Eran otros tiempos. No existía el consumo individualizado que hoy permiten las pantallas. Las redes sociales y los algoritmos no dictaban qué leíamos o veíamos. Todo era compartido, comentado, debatido. Había un consenso en las fuentes, y esas conversaciones, muchas veces improvisadas, eran una guía para empezar a entender un mundo complejo. Más que opiniones, lo que se compartía en esas sobremesas era un legado.
Ahora, al mirar a mi alrededor, me pregunto: ¿Cómo estamos preparando a las siguientes generaciones para entender su entorno político? ¿Lo platicamos lo suficiente? Quizás no. La información, ahora fragmentada y personalizada, nos deja en burbujas donde la discusión parece ser la excepción. ¿Es sano que ya no compartamos un mismo consumo de noticias? ¿Dónde se aprende hoy en día de política de la buena, esa que no se enseña en salones de clase, sino en las grandes sobremesas familiares que marcan los pilares que decidirán nuestras vidas?

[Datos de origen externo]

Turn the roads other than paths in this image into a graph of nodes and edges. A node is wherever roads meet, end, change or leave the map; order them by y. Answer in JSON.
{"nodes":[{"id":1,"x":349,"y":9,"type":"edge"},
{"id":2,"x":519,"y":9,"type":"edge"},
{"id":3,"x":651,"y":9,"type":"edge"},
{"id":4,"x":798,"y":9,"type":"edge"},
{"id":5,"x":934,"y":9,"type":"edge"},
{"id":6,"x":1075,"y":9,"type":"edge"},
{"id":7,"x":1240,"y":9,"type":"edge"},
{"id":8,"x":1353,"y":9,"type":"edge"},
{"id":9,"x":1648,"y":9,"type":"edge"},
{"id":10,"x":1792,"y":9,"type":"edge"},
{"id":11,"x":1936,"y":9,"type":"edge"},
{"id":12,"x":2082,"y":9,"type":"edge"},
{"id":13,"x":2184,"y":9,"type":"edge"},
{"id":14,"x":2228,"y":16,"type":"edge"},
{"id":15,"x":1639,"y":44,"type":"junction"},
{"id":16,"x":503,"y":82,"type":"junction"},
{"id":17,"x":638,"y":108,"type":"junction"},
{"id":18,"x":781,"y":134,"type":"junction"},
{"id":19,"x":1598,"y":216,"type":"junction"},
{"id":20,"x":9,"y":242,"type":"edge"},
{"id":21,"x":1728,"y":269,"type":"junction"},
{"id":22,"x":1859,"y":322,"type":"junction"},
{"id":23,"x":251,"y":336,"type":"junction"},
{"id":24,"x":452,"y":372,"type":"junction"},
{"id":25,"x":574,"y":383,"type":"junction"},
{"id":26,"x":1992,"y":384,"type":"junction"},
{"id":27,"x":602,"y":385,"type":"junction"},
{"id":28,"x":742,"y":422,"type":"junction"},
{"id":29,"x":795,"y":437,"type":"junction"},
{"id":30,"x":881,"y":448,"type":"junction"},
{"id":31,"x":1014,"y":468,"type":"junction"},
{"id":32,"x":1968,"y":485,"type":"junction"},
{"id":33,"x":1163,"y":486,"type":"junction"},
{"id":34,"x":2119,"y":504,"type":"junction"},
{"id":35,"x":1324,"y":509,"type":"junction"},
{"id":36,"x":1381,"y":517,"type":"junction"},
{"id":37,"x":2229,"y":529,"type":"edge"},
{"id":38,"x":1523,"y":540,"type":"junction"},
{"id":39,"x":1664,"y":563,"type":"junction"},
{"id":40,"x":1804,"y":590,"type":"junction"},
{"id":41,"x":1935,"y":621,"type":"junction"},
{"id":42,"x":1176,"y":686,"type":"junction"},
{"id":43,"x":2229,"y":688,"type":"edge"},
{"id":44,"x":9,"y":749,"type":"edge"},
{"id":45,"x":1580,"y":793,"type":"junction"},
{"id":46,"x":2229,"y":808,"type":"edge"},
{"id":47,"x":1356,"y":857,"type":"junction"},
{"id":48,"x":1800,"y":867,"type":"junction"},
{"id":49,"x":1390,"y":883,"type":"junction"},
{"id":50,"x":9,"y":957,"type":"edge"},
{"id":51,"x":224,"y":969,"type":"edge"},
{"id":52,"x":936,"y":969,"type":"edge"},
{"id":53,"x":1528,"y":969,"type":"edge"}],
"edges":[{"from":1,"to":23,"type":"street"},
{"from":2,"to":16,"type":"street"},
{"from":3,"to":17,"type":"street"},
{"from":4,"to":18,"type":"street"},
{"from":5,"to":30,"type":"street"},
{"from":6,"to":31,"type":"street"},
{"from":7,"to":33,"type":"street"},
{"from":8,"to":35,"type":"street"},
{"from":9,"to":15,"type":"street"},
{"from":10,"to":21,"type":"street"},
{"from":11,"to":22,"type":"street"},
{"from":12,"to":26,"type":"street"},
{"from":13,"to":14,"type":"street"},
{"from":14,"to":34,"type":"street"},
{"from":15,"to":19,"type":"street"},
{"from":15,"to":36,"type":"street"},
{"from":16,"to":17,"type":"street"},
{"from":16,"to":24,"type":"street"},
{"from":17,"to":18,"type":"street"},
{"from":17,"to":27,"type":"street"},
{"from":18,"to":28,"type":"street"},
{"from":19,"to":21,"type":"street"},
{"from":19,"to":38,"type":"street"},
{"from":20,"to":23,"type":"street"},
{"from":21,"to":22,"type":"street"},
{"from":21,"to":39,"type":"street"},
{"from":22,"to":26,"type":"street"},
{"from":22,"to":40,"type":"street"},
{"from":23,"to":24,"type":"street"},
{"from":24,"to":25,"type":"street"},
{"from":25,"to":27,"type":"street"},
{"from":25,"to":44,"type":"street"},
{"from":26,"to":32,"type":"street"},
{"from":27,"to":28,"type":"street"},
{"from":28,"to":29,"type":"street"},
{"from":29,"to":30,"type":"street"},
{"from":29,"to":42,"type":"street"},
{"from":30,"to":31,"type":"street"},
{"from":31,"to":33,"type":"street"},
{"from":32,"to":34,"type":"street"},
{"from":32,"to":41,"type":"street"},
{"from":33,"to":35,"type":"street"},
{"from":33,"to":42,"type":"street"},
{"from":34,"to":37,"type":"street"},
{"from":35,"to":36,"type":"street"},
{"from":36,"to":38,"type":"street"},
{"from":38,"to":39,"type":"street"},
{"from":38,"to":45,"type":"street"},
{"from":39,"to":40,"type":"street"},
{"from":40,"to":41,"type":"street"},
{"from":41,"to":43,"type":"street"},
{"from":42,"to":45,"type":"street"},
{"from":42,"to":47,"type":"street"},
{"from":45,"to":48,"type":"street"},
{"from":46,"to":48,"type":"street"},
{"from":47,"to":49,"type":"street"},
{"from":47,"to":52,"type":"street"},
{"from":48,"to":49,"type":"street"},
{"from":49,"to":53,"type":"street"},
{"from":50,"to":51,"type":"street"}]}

Quizá ha llegado el momento de replantearnos el papel de esas conversaciones. Porque la política no es solo un tema de gobernantes y leyes, sino de ciudadanos que entienden y cuestionan. Y tal vez, el espacio más poderoso para empezar a construir ese entendimiento sea una mesa compartida, con las voces de distintas generaciones unidas por el deseo de comprender y, quizá, transformar el mundo.
Hagamos de este artículo un punto de partida. Continuemos con la tradición de la mesa, de compartir y discutir. Y ahora, me gustaría saber de ustedes: ¿Dónde aprendieron de política? ¿Fue también en una sobremesa familiar, en un salón de clases o en algún otro espacio significativo? Compartan sus historias, porque en ellas podría estar la clave para recuperar ese vínculo tan necesario entre la política y nuestras vidas cotidianas.